List each line of the data in which the string "Pietro" appears.

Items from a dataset
##############################
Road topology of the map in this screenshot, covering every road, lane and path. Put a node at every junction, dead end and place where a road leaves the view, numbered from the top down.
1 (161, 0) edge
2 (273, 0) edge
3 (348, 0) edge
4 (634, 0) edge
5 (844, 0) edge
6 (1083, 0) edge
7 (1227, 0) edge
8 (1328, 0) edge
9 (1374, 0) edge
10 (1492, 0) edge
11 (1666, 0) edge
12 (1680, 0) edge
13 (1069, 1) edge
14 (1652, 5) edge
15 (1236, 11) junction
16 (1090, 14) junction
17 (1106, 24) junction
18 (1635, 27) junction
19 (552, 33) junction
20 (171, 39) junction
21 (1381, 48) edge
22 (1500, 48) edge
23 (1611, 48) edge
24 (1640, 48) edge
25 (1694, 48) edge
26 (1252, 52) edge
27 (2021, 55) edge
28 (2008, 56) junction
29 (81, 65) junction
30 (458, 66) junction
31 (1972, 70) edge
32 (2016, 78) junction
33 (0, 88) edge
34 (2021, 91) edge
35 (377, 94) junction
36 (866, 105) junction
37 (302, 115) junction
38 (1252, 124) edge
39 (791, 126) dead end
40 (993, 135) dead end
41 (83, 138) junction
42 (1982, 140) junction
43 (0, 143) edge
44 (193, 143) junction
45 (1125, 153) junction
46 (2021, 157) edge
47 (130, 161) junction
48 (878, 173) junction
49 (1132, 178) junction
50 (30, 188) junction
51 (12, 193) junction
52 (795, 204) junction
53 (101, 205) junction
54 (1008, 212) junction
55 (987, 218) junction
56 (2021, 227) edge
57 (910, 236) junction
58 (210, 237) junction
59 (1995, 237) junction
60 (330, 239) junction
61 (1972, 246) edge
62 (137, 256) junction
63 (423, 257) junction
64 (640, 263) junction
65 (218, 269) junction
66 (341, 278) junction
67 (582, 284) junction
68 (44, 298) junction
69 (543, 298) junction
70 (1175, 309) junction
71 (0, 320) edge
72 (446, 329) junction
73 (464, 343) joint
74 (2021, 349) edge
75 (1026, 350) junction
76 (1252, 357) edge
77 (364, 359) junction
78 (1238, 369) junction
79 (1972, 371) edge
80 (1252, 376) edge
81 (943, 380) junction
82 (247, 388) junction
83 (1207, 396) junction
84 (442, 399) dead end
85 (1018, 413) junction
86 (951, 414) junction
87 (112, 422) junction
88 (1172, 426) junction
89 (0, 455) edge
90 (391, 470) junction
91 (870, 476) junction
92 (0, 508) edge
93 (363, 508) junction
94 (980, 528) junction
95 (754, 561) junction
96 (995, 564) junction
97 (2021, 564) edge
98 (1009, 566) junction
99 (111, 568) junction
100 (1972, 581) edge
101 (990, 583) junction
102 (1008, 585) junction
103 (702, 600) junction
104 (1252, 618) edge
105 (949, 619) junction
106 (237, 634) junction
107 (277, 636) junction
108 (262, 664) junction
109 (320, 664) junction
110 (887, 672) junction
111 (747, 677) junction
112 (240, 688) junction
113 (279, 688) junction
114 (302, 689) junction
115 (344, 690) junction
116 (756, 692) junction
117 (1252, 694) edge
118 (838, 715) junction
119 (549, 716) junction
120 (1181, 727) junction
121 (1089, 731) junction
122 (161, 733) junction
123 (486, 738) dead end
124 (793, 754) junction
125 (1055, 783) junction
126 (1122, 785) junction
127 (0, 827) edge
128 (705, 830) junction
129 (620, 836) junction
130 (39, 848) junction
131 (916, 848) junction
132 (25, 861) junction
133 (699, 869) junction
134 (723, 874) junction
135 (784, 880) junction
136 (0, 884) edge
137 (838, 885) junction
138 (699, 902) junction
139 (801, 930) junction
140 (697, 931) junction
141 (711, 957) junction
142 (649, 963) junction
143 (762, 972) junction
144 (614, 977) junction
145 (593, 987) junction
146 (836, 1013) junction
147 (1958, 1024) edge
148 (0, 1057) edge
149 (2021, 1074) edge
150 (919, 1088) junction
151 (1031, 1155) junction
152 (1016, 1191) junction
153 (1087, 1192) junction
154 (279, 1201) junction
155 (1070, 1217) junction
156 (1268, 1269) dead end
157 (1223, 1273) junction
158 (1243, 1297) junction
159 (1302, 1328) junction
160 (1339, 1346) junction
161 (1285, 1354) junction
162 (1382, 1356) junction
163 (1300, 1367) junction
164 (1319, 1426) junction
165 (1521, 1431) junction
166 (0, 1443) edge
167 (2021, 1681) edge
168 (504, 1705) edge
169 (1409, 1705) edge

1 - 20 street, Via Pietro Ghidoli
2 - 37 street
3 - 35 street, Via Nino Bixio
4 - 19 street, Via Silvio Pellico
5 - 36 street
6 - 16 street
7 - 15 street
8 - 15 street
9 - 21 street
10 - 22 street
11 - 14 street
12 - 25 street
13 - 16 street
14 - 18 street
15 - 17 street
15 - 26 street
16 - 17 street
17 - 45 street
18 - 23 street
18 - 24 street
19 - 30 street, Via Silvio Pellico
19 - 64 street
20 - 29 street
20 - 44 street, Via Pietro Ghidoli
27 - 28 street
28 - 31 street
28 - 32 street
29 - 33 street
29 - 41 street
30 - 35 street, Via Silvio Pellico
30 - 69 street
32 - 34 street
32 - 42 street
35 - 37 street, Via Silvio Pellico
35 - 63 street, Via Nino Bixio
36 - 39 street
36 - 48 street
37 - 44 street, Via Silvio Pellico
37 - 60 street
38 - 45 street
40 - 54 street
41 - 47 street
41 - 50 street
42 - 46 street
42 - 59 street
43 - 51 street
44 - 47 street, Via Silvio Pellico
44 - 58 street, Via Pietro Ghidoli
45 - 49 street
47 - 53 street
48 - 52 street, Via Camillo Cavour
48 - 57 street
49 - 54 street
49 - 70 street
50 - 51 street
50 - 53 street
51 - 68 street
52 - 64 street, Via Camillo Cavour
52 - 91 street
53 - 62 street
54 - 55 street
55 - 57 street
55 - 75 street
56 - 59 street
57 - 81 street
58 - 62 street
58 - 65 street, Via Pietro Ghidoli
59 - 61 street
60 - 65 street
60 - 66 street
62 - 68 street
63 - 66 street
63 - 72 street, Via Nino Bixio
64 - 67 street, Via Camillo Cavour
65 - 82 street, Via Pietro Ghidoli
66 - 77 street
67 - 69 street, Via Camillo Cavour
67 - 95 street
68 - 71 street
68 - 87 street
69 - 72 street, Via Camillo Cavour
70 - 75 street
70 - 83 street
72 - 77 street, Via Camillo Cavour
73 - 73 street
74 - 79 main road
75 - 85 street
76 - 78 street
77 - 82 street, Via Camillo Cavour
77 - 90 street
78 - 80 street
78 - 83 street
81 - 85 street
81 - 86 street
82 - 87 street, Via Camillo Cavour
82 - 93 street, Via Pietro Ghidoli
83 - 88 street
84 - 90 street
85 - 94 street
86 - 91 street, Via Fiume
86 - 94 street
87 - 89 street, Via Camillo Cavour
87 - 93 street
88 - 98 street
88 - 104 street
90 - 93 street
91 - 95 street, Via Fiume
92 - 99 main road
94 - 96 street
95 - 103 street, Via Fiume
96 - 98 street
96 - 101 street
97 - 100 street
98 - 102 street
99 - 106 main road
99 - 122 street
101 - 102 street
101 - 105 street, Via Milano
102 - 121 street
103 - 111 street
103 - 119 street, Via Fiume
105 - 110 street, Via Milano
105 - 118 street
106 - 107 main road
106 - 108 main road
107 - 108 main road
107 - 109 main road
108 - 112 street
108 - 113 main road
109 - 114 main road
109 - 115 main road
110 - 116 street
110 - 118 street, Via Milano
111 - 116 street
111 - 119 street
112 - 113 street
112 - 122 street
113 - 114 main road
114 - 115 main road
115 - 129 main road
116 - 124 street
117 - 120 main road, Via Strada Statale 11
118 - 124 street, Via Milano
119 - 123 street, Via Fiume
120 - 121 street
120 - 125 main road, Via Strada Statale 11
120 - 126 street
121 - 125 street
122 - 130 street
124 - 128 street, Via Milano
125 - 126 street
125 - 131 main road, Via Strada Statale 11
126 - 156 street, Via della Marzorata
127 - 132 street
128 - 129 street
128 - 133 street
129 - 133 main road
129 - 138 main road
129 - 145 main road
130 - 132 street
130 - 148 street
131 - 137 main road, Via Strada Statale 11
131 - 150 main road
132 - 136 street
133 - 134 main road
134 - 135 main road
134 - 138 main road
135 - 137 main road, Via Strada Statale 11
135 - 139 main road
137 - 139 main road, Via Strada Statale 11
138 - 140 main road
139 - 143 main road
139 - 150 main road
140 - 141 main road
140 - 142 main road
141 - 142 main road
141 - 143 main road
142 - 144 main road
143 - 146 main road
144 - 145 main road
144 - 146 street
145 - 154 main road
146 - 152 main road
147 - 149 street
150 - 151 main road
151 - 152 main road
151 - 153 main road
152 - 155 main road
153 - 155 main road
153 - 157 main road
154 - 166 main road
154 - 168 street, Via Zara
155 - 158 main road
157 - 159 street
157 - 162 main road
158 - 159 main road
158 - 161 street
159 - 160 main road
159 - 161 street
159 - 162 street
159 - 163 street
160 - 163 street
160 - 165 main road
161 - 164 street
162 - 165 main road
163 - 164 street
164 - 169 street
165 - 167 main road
##############################
→ YOUR RESPONSE
1 - 20 street, Via Pietro Ghidoli
20 - 44 street, Via Pietro Ghidoli
44 - 58 street, Via Pietro Ghidoli
58 - 65 street, Via Pietro Ghidoli
65 - 82 street, Via Pietro Ghidoli
82 - 93 street, Via Pietro Ghidoli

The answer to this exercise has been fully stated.